Article source: http://www.nytimes.com/2013/08/31/business/chinese-chicken-processors-are-cleared-to-ship-to-us.html?partner=rss&emc=rss

For News From Syrian Battleground, a Reliance on Social Media

Western journalists are struggling to cover what the world has so far seen largely through YouTube. But while some television news crews have been filing reports from Damascus, the dangers of reporters being killed or kidnapped there — as well as visa problems — have kept most journalists outside the country’s borders and heightened the need for third-party images.

“The difficulty of getting into Syria, the shrunken foreign correspondent corps, and the audience gains for social media make it likely this story will be consumed differently by the American public than tensions or conflicts in past years,” said Ann Marie Lipinski, the curator of the Nieman Foundation for Journalism at Harvard.

The Committee to Protect Journalists calls Syria the deadliest country in the world for reporters. Last year, 28 journalists working there were killed, and 18 have died so far this year, according to the group, a nonprofit based in New York.

Among the few television outlets broadcasting from Damascus are CBS News, the BBC and ITN, a British news provider. A CNN correspondent, Fred Pleitgen, had been reporting from Damascus, but his visa expired this week and he was relocated to Beirut, Lebanon, a spokeswoman for the network said.

The Wall Street Journal has a reporter in Damascus, and Reuters and The Associated Press both said that they had journalists inside Syria.

For many news organizations, though, Beirut or Syria’s borders are the closest they can safely get. Richard Engel, an NBC News correspondent who was held hostage for five days last year in Syria, traveled inside the country earlier this week, but most recently reported from the Turkish-Syrian border.

Reporters from The Washington Post and The New York Times are in Beirut, and this week ABC News reopened its bureau there after two decades.
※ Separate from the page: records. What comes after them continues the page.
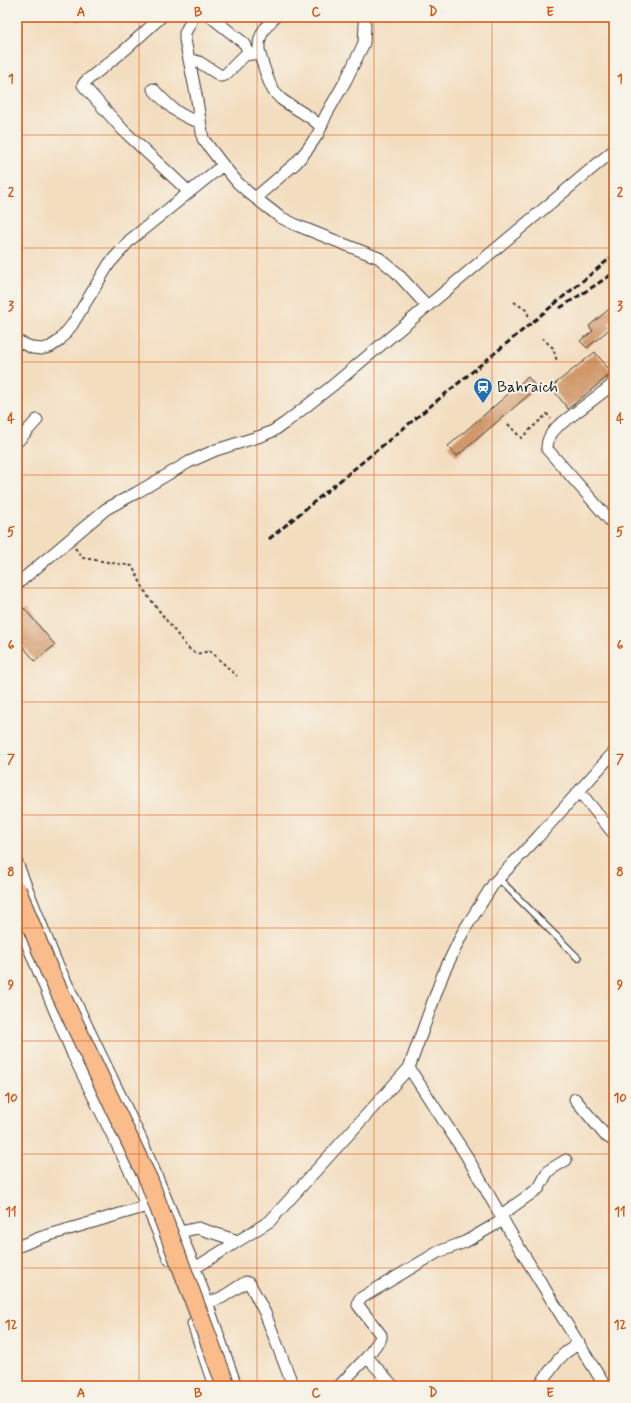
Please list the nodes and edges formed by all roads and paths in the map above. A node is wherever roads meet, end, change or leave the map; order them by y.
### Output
1 (161, 17) edge
2 (194, 17) edge
3 (210, 17) edge
4 (275, 17) edge
5 (363, 17) edge
6 (254, 53) junction
7 (189, 59) junction
8 (153, 89) dead end
9 (200, 122) junction
10 (321, 127) junction
11 (614, 150) edge
12 (223, 165) junction
13 (189, 192) junction
14 (255, 198) junction
15 (514, 302) dead end
16 (427, 306) junction
17 (530, 319) dead end
18 (542, 338) dead end
19 (17, 341) edge
20 (557, 361) dead end
21 (614, 380) edge
22 (37, 420) dead end
23 (508, 424) dead end
24 (558, 426) junction
25 (17, 442) edge
26 (614, 525) edge
27 (69, 539) junction
28 (17, 584) edge
29 (237, 676) dead end
30 (614, 752) edge
31 (579, 791) junction
32 (614, 834) edge
33 (17, 863) edge
34 (498, 878) junction
35 (17, 890) edge
36 (17, 919) edge
37 (578, 958) dead end
38 (409, 1068) junction
39 (575, 1099) dead end
40 (614, 1139) edge
41 (566, 1160) dead end
42 (168, 1204) junction
43 (147, 1206) junction
44 (502, 1218) junction
45 (180, 1232) junction
46 (238, 1241) junction
47 (17, 1247) edge
48 (195, 1268) junction
49 (207, 1303) junction
50 (579, 1344) junction
51 (367, 1356) junction
52 (214, 1386) edge
53 (226, 1386) edge
54 (236, 1386) edge
55 (292, 1386) edge
56 (339, 1386) edge
57 (393, 1386) edge
58 (539, 1386) edge
59 (605, 1386) edge

1 - 13 street
2 - 7 street
3 - 6 street
4 - 6 street
5 - 10 street
6 - 7 street
6 - 10 street
7 - 9 street
8 - 9 street
9 - 12 street
10 - 14 street
11 - 16 street
12 - 13 street
12 - 14 street
13 - 19 street
14 - 16 street
15 - 17 path
16 - 27 street
18 - 20 path
21 - 24 street
22 - 25 street
23 - 24 path
24 - 26 street
27 - 28 street
27 - 29 path
30 - 31 street
31 - 32 street
31 - 34 street
33 - 42 street
34 - 37 lane
34 - 38 street
35 - 53 main road, bridge
36 - 43 street
38 - 44 street
38 - 46 street
39 - 40 street
41 - 44 street
42 - 43 street
42 - 45 street
43 - 47 street
43 - 52 street
44 - 50 street
44 - 51 street
45 - 46 street
45 - 48 street
46 - 48 street
48 - 49 street
49 - 54 street
49 - 55 street
50 - 58 street
50 - 59 street
51 - 56 street
51 - 57 street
“It’s risky being in Damascus in the best of times, and when you’ve got U.S. missiles raining down on the city, it adds to the sense of risk,” said Jon Williams, ABC News’s managing editor for international news.

For networks without a Syrian correspondent, partnerships with other organizations supply some video. ABC works with the BBC, for example, and NBC with ITN. But the networks also rely on YouTube and other third-party sources, which have yielded some of the most vivid and disturbing video of the conflict, but has also brought a host of verification problems.

This week, CNN broadcast a film showing what purported to be evidence of mass graves, and said that it came from “an independent filmer who is absolutely trustworthy.” CBS News uses a team of Arabic-speaking employees in London to review third-party videos, according to Christopher Isham, its Washington bureau chief.

ABC News, Reuters and other outlets use Storyful, a company that scours social sites and verifies videos through tests like comparing street scenes to maps and checking an uploader’s affiliated accounts. The New York Times has also worked with Storyful in the past. David Clinch, Storyful’s executive editor, said it first learned of a possible chemical attack last week from videos, and alerted its clients within an hour of the incident.

“This content is often the only content available,” Mr. Clinch wrote in an e-mail, “because news organizations either can’t get to the scene of suspected chemical attacks, don’t have anyone in Syria (some do but most don’t) or their staff cannot go out from Damascus.”

For those still within Syria, the challenge has simply been to stay safe. Mr. Isham said that CBS went to “extreme lengths” to protect its staff there, although he did not elaborate.

“Anytime you go into a combat zone, your folks are at risk,” he said. “You want to reduce that risk as much as possible.”